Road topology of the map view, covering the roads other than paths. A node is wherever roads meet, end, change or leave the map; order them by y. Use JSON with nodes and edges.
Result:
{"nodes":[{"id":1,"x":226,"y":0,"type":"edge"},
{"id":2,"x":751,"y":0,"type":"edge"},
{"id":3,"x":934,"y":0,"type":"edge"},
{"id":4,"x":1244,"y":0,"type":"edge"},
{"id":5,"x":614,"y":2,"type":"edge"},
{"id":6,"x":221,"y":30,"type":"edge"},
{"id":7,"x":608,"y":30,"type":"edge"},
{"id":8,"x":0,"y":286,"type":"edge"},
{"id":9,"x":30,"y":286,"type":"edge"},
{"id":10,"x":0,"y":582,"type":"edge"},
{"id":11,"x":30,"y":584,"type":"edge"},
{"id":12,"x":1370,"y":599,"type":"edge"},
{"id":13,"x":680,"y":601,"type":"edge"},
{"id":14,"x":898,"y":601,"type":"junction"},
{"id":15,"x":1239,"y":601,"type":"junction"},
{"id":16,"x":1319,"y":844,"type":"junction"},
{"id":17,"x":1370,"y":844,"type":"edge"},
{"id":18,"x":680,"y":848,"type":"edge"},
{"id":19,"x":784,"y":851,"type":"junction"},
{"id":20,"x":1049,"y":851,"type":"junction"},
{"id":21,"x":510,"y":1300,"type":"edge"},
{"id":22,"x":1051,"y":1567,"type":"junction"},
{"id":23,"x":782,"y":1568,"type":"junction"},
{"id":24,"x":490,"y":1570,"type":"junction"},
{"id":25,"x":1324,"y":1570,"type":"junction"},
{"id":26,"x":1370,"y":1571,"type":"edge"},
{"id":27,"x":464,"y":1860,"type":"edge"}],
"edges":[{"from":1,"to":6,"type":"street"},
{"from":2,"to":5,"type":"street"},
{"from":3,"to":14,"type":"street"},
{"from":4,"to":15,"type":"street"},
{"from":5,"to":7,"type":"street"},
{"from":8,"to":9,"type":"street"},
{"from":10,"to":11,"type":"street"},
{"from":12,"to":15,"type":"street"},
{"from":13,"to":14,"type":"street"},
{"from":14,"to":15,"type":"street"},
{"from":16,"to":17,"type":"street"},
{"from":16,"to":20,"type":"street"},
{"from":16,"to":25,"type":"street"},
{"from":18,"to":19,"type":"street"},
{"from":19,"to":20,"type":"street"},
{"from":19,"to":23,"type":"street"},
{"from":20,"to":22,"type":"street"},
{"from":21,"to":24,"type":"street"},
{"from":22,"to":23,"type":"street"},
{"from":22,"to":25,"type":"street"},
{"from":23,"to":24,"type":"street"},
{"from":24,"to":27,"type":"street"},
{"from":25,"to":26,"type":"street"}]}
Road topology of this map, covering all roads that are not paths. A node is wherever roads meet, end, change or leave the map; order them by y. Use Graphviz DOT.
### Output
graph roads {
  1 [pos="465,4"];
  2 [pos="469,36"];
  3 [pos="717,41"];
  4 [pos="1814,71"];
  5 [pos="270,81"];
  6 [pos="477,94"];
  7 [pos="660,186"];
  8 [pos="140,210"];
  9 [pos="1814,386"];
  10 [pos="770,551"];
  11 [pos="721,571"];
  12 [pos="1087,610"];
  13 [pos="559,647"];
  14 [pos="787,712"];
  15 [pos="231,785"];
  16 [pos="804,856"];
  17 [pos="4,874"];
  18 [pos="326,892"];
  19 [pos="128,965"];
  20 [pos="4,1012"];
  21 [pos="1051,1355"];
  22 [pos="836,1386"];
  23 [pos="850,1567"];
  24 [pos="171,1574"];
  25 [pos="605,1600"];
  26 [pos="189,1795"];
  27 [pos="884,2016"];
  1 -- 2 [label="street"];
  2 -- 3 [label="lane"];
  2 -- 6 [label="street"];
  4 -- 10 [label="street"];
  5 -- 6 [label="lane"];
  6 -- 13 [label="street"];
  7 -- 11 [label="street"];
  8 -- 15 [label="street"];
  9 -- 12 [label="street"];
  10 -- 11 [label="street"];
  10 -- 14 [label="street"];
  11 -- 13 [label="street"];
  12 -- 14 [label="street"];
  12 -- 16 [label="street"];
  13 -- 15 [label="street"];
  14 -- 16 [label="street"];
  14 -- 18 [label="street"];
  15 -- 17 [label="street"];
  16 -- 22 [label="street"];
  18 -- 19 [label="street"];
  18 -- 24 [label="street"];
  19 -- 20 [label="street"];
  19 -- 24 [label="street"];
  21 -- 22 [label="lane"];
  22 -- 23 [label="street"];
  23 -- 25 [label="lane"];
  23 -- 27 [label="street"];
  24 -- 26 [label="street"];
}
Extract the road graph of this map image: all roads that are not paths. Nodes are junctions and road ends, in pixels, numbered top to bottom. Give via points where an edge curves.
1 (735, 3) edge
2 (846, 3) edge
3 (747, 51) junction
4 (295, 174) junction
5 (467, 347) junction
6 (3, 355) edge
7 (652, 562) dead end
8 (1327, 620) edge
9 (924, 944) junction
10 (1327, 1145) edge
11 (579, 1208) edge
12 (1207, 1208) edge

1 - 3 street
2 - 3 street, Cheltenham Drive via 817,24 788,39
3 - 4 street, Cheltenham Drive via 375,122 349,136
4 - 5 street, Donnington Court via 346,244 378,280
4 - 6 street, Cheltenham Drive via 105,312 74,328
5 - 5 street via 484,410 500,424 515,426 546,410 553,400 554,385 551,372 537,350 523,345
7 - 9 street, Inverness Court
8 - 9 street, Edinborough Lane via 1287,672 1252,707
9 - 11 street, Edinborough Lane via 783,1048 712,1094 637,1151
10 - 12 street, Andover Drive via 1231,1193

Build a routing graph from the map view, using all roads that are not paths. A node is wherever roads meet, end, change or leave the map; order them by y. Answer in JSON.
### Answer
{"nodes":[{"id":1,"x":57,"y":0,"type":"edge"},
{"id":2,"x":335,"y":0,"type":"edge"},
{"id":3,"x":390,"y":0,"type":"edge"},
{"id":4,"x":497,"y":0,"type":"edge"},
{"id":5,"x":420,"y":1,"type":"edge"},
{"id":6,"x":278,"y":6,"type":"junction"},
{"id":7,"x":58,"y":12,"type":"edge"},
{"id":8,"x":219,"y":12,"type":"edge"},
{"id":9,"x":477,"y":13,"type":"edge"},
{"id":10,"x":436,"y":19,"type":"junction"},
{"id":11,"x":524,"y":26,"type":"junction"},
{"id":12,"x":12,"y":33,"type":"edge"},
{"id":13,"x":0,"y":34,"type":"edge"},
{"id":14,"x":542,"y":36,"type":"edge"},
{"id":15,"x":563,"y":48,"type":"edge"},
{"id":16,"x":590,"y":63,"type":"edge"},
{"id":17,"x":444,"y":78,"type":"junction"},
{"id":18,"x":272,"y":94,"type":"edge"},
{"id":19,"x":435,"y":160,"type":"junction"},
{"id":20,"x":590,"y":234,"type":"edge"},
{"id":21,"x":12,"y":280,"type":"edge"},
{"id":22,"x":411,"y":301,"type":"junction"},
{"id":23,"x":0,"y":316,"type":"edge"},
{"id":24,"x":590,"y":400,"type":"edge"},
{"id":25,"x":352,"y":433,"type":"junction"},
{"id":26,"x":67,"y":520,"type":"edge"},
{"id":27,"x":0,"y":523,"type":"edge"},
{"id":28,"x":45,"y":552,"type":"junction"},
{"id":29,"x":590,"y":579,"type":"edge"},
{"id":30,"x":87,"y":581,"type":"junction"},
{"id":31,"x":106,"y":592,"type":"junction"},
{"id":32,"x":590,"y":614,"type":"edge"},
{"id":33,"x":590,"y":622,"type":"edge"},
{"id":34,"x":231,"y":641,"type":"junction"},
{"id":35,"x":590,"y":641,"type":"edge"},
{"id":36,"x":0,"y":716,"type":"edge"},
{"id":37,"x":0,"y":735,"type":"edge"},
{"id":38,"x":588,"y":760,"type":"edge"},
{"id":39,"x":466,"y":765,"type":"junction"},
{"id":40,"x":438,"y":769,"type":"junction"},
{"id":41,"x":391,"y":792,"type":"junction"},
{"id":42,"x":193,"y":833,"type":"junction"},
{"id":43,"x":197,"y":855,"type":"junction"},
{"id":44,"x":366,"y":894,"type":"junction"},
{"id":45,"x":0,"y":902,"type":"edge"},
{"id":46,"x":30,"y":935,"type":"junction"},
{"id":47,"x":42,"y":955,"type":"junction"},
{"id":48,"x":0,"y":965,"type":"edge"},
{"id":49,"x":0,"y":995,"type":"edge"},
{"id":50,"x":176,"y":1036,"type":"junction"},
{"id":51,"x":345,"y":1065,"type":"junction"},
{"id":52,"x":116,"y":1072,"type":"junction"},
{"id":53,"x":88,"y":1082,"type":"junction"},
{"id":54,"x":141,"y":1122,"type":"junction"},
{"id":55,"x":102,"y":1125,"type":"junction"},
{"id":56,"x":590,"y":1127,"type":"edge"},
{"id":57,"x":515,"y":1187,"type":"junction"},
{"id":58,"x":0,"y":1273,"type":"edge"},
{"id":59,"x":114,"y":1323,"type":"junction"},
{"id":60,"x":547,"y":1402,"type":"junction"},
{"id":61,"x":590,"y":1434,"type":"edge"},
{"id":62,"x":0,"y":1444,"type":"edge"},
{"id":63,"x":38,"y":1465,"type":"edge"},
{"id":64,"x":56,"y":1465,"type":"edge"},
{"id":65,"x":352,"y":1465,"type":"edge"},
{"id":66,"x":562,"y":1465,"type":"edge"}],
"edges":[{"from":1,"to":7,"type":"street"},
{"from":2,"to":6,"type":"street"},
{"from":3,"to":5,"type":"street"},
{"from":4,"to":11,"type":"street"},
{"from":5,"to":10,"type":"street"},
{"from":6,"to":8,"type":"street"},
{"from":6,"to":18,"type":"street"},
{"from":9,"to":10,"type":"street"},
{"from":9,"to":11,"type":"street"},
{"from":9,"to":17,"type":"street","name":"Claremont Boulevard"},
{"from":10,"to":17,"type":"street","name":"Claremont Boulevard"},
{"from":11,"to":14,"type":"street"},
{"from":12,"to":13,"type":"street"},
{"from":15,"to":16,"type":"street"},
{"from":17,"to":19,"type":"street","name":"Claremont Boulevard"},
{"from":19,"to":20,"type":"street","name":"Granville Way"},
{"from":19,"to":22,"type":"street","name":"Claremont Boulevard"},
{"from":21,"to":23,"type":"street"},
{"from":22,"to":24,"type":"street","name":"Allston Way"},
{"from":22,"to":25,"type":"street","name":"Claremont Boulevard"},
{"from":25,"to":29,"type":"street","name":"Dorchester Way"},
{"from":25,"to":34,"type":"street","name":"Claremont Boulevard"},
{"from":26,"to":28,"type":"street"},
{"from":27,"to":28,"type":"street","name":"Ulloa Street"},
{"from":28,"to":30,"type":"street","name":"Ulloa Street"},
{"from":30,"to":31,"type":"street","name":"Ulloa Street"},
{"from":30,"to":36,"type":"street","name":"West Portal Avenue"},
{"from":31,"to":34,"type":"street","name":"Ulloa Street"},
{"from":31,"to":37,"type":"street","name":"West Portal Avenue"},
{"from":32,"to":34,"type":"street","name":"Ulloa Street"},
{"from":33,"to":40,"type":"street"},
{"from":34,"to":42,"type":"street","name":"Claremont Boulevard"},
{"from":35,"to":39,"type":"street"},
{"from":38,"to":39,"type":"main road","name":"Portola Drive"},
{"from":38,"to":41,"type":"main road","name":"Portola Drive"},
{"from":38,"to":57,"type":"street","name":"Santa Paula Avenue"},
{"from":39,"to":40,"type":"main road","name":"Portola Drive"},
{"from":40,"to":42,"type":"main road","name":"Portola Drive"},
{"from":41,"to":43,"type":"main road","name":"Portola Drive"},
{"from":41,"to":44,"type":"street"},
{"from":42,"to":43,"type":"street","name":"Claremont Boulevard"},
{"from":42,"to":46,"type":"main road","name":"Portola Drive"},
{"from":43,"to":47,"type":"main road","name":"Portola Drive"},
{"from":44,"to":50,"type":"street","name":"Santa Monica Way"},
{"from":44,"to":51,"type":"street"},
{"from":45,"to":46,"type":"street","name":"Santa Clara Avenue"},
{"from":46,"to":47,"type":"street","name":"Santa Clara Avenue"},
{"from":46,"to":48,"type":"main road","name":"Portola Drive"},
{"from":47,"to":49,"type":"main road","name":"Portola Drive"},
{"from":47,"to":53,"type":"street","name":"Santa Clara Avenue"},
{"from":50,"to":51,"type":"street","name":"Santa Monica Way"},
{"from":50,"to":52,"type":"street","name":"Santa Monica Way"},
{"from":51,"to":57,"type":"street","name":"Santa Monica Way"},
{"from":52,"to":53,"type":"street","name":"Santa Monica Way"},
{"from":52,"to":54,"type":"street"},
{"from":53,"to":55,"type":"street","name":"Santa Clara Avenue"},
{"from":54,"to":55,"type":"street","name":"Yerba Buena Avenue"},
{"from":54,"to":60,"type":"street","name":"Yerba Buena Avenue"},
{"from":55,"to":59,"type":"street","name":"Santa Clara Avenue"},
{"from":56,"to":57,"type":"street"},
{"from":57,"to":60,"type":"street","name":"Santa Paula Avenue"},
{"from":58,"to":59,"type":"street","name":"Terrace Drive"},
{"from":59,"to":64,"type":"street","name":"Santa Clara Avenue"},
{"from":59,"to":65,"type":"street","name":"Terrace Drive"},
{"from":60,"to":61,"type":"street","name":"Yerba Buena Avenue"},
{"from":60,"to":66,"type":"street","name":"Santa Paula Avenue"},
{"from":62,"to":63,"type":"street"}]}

.....

**What is required**
Using the records above, report each line that contains the word "Portal" by copying it.

**Exercise response**
{"from":30,"to":36,"type":"street","name":"West Portal Avenue"},
{"from":31,"to":37,"type":"street","name":"West Portal Avenue"},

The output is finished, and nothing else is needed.